Now, the latter is quite clear on which indemnities may be confined or restricted to the
value of the vessel pursuant to the said Rule, and these are the – "indemnities in favor
of third persons which may arise from the conduct of the captain in the care of the
goods which he loaded on the vessel." Thus, what is contemplated is the liability to third
persons who may have dealt with the shipowner, the agent or even the charterer in case
of demise or bareboat charter. The only person who could avail of this is the shipowner,
Concepcion. He is the very person whom the Limited Liability Rule has been conceived
to protect. The petitioners cannot invoke this as a defense. The shipowner’s or agent’s
liability is merely coextensive with his interest in the vessel such that a total loss thereof
results in its extinction. The total destruction of the vessel extinguishes maritime liens
because there is no longer any res to which it can attach. This doctrine is based on the
real and hypothecary nature of maritime law which has its origin in the prevailing
conditions of the maritime trade and sea voyages during the medieval ages, attended
by innumerable hazards and perils. To offset against these adverse conditions and to
encourage shipbuilding and maritime commerce, it was deemed necessary to confine
the liability of the owner or agent arising from the operation of a ship to the vessel,
equipment, and freight, or insurance, if any. The charterer of a vessel, under the
conditions stipulated in the charter party in question, is the owner pro hac vice of the
ship and takes upon himself the responsibilities of the owner.’ Therefore, even if the
contract is for a bareboat or demise charter where possession, free administration and
even navigation are temporarily surrendered to the charterer, dominion over the vessel
remains with the shipowner. Ergo, the charterer or the sub-charterer, whose rights
cannot rise above that of the former, can never set up the Limited Liability Rule against
the very owner of the vessel. In the present case, the charterer and the sub-charterer
through their respective contracts of agreement/charter parties, obtained the use and
service of the entire LCT-Josephine. The vessel was likewise manned by the charterer
and later by the sub-charterer’s people. With the complete and exclusive relinquishment
of possession, command and navigation of the vessel, the charterer and later the sub-
charterer became the vessel’s owner pro hac vice. Now, and in the absence of any
showing that the vessel or any part thereof was commercially offered for use to the
public, the above agreements/charter parties are that of a private carriage where the
rights of the contracting parties are primarily defined and governed by the stipulations in
their contract. Thus, Roland, who, in his personal capacity, entered into the Preliminary
Agreement with Concepcion for the dry-docking and repair of LCT-Josephine, is liable
under Article 1189 of the New Civil Code. There is no denying that the vessel was not
returned to Concepcion after the repairs because of the provision in the Preliminary
Agreement that the same "should" be used by Roland for the first two years. Before the
vessel could be returned, it was lost due to the negligence of Agustin to whom Roland
chose to sub-charter or sublet the vessel.

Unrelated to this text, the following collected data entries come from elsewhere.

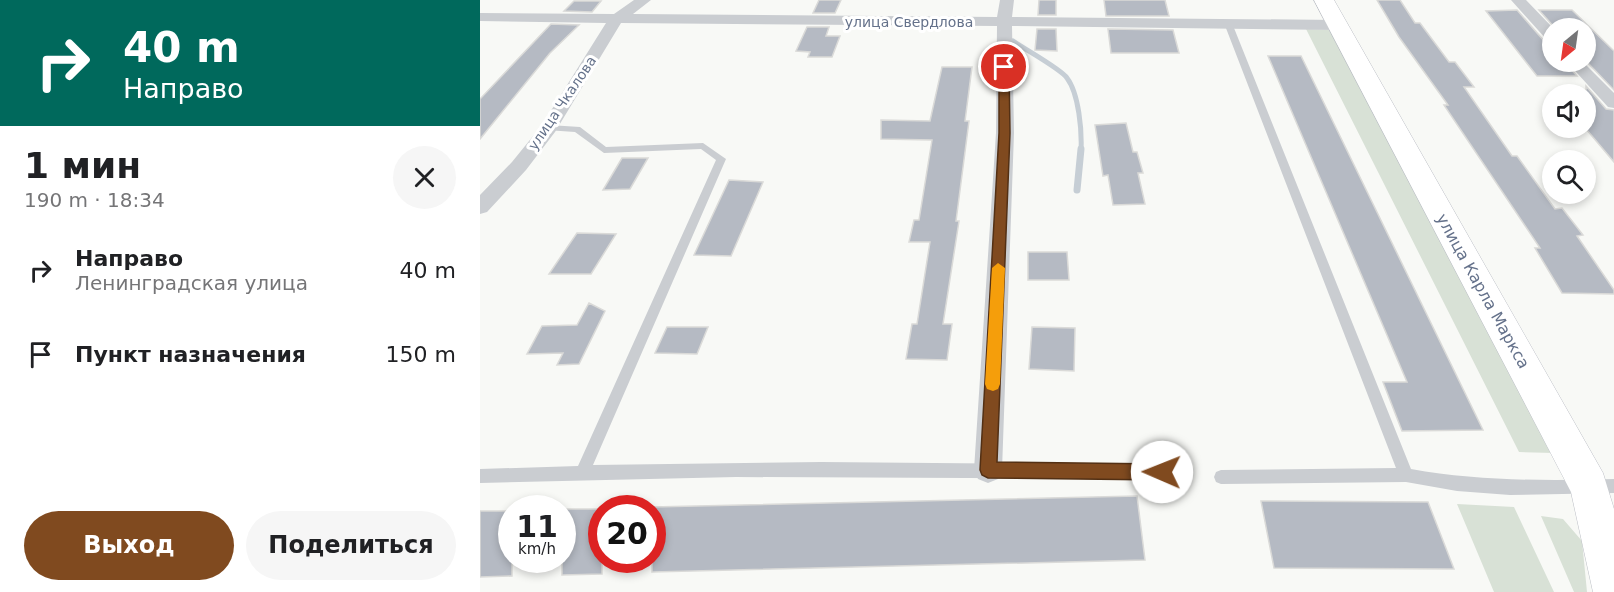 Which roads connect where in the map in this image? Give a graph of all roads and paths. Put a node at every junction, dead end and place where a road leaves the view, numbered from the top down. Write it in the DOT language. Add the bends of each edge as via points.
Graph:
graph roads {
  1 [pos="644,0"];
  2 [pos="1007,0"];
  3 [pos="1518,0"];
  4 [pos="1331,13"];
  5 [pos="480,17"];
  6 [pos="616,19"];
  7 [pos="1004,23"];
  8 [pos="1228,23"];
  9 [pos="1542,26"];
  10 [pos="1585,72"];
  11 [pos="1614,103"];
  12 [pos="549,128"];
  13 [pos="480,207"];
  14 [pos="988,470"];
  15 [pos="583,472"];
  16 [pos="1162,472"];
  17 [pos="480,476"];
  18 [pos="1406,476"];
  19 [pos="1221,477"];
  20 [pos="1602,486"];
  21 [pos="1614,592"];
  1 -- 6 [label="street, улица Чкалова"];
  2 -- 7 [label="street"];
  3 -- 9 [label="street"];
  4 -- 8 [label="street, улица Свердлова"];
  4 -- 20 [label="street, улица Карла Маркса"];
  5 -- 6 [label="street, улица Свердлова"];
  6 -- 7 [label="street, улица Свердлова"];
  6 -- 12 [label="street, улица Чкалова"];
  7 -- 8 [label="street, улица Свердлова"];
  7 -- 14 [label="street" via="1005,133"];
  8 -- 18 [label="lane"];
  10 -- 11 [label="street"];
  12 -- 13 [label="street, улица Чкалова"];
  12 -- 15 [label="lane" via="577,129 604,150 703,146 721,159"];
  14 -- 15 [label="lane"];
  14 -- 16 [label="lane"];
  15 -- 17 [label="lane"];
  18 -- 19 [label="lane"];
  18 -- 20 [label="lane" via="1518,488"];
  20 -- 21 [label="street, улица Карла Маркса"];
}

Agustin, on the other hand, who was the sub-charterer or sub-lessee of LCT-Josephine,
is liable under Article 1651 of the New Civil Code. Although he was never privy to the
contract between PTSC and Concepcion, he remained bound to preserve the chartered
vessel for the latter. Despite his non-inclusion in the complaint of Concepcion, it was
deemed amended so as to include him because, despite or in the absence of that
formality of amending the complaint to include him, he still had his day in court as he
was in fact impleaded as a third-party defendant by his own son, Roland – the very
same person who represented him in the Contract of Agreement with Larrazabal.
Clearly, the petitioners, to whom the possession of LCT Josephine had been entrusted
as early as the time when it was dry-docked for repairs, were obliged to insure the
same. Unfortunately, they failed to do so in clear contravention of their respective
agreements. Certainly, they should now all answer for the loss of the vessel.